2023-11-11 12:33:49,683 - root - 17 - INFO - match found


In [12]:
context_list



## LLM Retrieval-Augmented Answer Generation (RAAG)

Once we have the appropriate context we can start using `LangChain` and `ctransformers` in order to initialize our **Large Language Model (LLM)**, the **Falcon-40b-Instruct Open Assistant Model** in our case. Then we set up a **prompt template which contains variables in curly brackets `{}`** and pass in the found context via our **Semantic Search**.

In [13]:
#from langchain.llms import LlamaCpp
#falcon_model = r"C:\Users\svens\02_DataScience\00_ML\NLP\openModels\falcon-40b-top1-560.ggccv1.q4_k.bin"
mistral_model = r"C:\Users\svens\02_DataScience\00_ML\NLP\openModels\mistral-7b-instruct-v0.1.Q8_0.gguf"
#llm = AutoModelForCausalLM.from_pretrained(falcon_model, model_type='falcon', threads=8, context_length=2048, max_new_tokens=1024)
llm_config = {'max_new_tokens': 1024, 'context_length': 5000, 'gpu_layers': 5, 'threads': 8}
llm = CTransformers(model=mistral_model, model_type="mistral", config=llm_config)

In [14]:
# now accelerate and send llm to gpu
accelerator = Accelerator()
llm, llm_config = accelerator.prepare(llm, llm_config)

In [15]:
# Now make a use case specific template for your prompt
prompt_template = """Use the following given economic context in order to answer concisely the given query at the end.
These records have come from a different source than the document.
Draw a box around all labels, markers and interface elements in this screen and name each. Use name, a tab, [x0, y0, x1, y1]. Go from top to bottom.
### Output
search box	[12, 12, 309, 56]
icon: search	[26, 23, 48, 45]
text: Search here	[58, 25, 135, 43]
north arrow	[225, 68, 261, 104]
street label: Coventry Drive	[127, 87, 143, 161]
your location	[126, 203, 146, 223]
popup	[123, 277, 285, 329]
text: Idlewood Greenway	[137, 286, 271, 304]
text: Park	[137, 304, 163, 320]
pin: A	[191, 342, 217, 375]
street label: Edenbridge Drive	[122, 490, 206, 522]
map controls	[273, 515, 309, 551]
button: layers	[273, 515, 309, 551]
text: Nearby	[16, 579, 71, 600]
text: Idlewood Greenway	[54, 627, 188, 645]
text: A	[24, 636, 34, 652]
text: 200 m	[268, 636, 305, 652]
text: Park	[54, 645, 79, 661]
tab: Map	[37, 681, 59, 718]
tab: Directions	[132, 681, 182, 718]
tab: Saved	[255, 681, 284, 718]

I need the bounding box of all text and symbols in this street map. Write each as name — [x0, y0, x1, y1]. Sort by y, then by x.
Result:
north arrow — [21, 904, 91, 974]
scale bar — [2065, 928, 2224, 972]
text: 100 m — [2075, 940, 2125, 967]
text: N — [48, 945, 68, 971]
If you do not know the answer, please simply say that you do not know it and do not try to make up an answer.
{context}
Query: {query}
Answer:"""

prompt = PromptTemplate.from_template(prompt_template)
prompt.input_variables

['context', 'query']

In [16]:
# Use the LLM to generate an answer from the given context
query_llm = LLMChain(llm=llm, prompt=prompt)
response = query_llm.run({"context": str(context_list[0][2000:]), "query": query})
print(response)

 The theory of business cycles explains the periodic fluctuations in economic activity, known as business cycles, that occur in capitalist economies. These fluctuations are caused by a combination of factors, including changes in consumer spending, investment, and interest rates. While business cycles can be severe and unstable, they tend to wear themselves out before reaching extremes and eventually reverse themselves. The theory of business cycles is based on the idea that these fluctuations are not only common but also predictable and cyclical in nature.